Need Help Navigating Incentives? Reach Out to US Solar Supplier
Indiana's solar incentive landscape has evolved considerably in 2026, and making sense of all the programs, utility-specific rules, and changing federal policy can be overwhelming. That's where US Solar Supplier comes in.
Our team specializes in helping Indiana homeowners identify every incentive they qualify for, from state tax exemptions to utility-specific feed-in tariffs and SREC opportunities. We'll help you evaluate your current electricity costs, model your long-term solar savings, and connect you with reputable local installers who can design a system that maximizes your return.
👉 Contact US Solar Supplier for personalized guidance on solar equipment, design services, and homeowner-focused solar planning in Indiana.
What solar incentives are available to Indiana homeowners in 2026?
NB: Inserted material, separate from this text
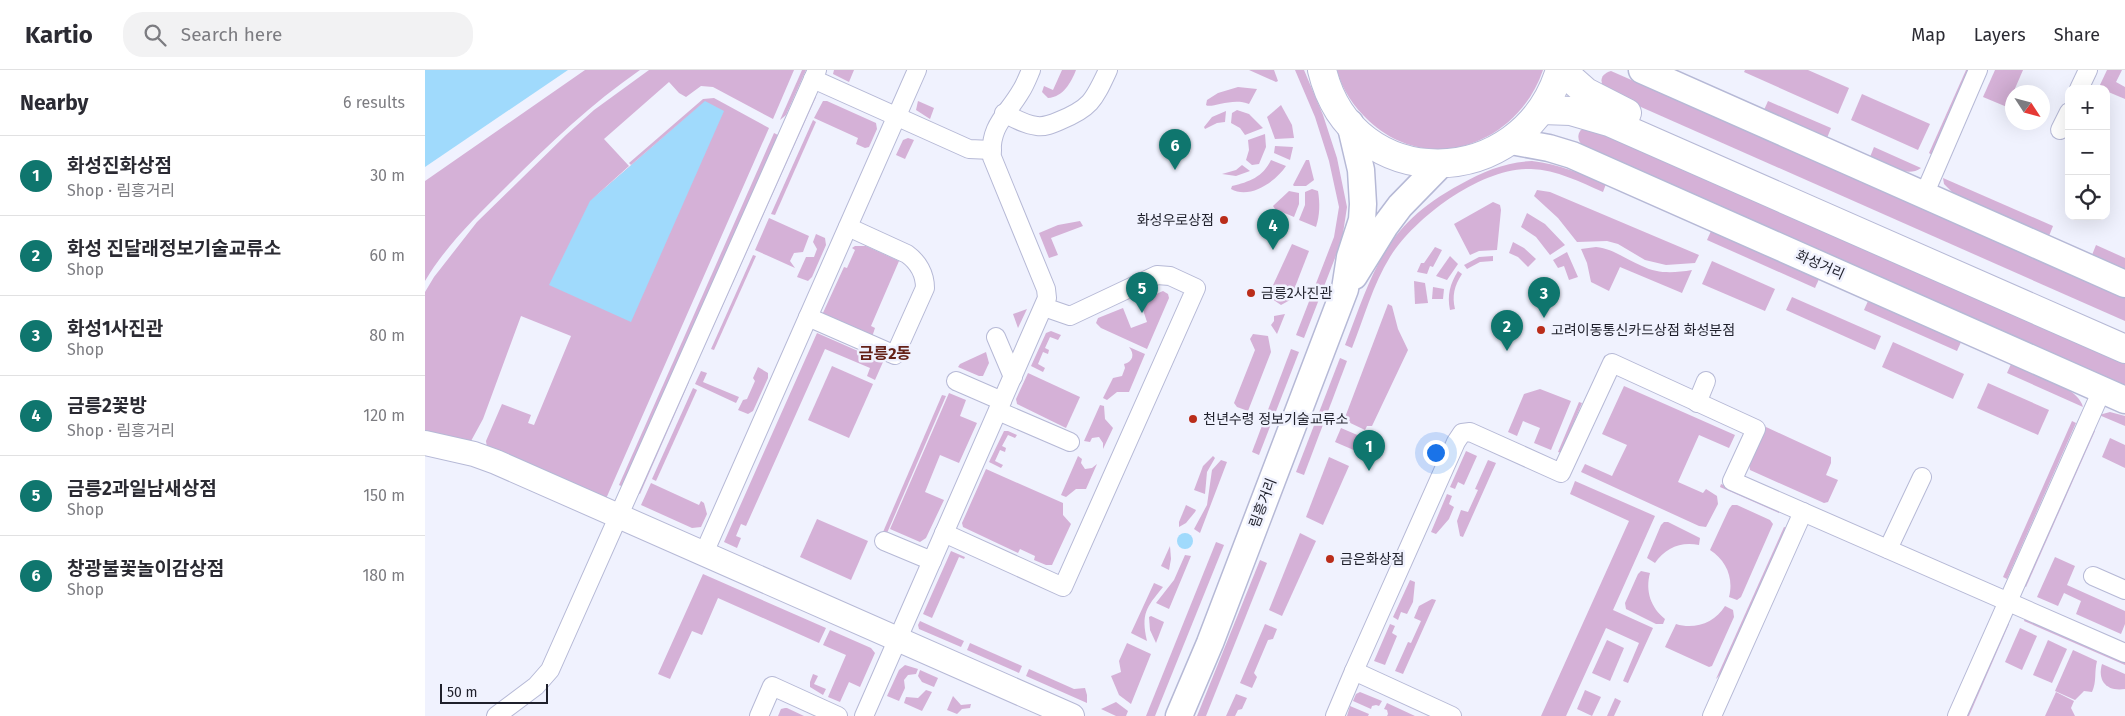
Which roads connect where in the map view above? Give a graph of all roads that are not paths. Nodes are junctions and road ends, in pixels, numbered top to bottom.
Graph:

Indiana homeowners in 2026 can take advantage of the following incentives: a 7% state sales tax exemption on solar equipment purchases, a property tax exemption that prevents your home's assessed value from rising due to solar, net billing/Excess Distributed Generation (EDG) credits from your utility, and performance-based programs like NIPSCO's feed-in tariff for eligible customers. Note that the federal 30% residential solar tax credit (ITC) expired on December 31, 2025, and is no longer available for new installations in 2026.
Does Indiana have its own state solar tax credit?
No, Indiana does not offer a direct state income tax credit for solar installations. However, the state does provide two valuable tax exemptions — a sales tax exemption and a property tax exemption — which together can save homeowners thousands of dollars. See the questions below for details on each.
Does Indiana exempt solar panels from sales tax?
Yes. Indiana exempts residential solar energy systems from the state's 7% sales tax. On a typical system costing $33,000–$45,000, this exemption saves homeowners roughly $2,300 to $3,200 upfront. This applies to the solar panels, inverters, and related equipment. Your installer should automatically exclude sales tax from your contract — confirm this before signing.
Will my property taxes go up after I install solar panels?
No. Indiana law provides a property tax exemption for solar energy systems. Even though solar panels typically increase a home's market value, your property taxes will continue to be assessed at the pre-solar value. This means you benefit from the added home value without any increase in your annual property tax bill. The exemption applies statewide to both homeowners and mobile-home owners.
Can I still get net metering in Indiana in 2026?
It depends on your utility provider. Indiana's five largest investor-owned utilities — AES Indiana, CenterPoint, Duke Energy Indiana, Indiana Michigan Power (I&M), and NIPSCO — are no longer accepting new net metering customers. New solar installations with these utilities are enrolled in an Excess Distributed Generation (EDG) or net billing program instead, which credits excess solar at a below-retail rate. Customers of rural electric cooperatives (REMCs) or municipal utilities may still have access to more favorable net metering terms — check with your specific provider.
How do I find out my utility's current buyback rate for excess solar? Contact your utility provider directly and ask for their current Excess Distributed Generation (EDG) avoided cost rate or net billing rate. You can also ask your solar installer — reputable installers in Indiana will know the current rates for all major utilities and factor them into your savings estimate.
Contact your utility provider directly and ask for their current Excess Distributed Generation (EDG) avoided cost rate or net billing rate. You can also ask your solar installer — reputable installers in Indiana will know the current rates for all major utilities and factor them into your savings estimate.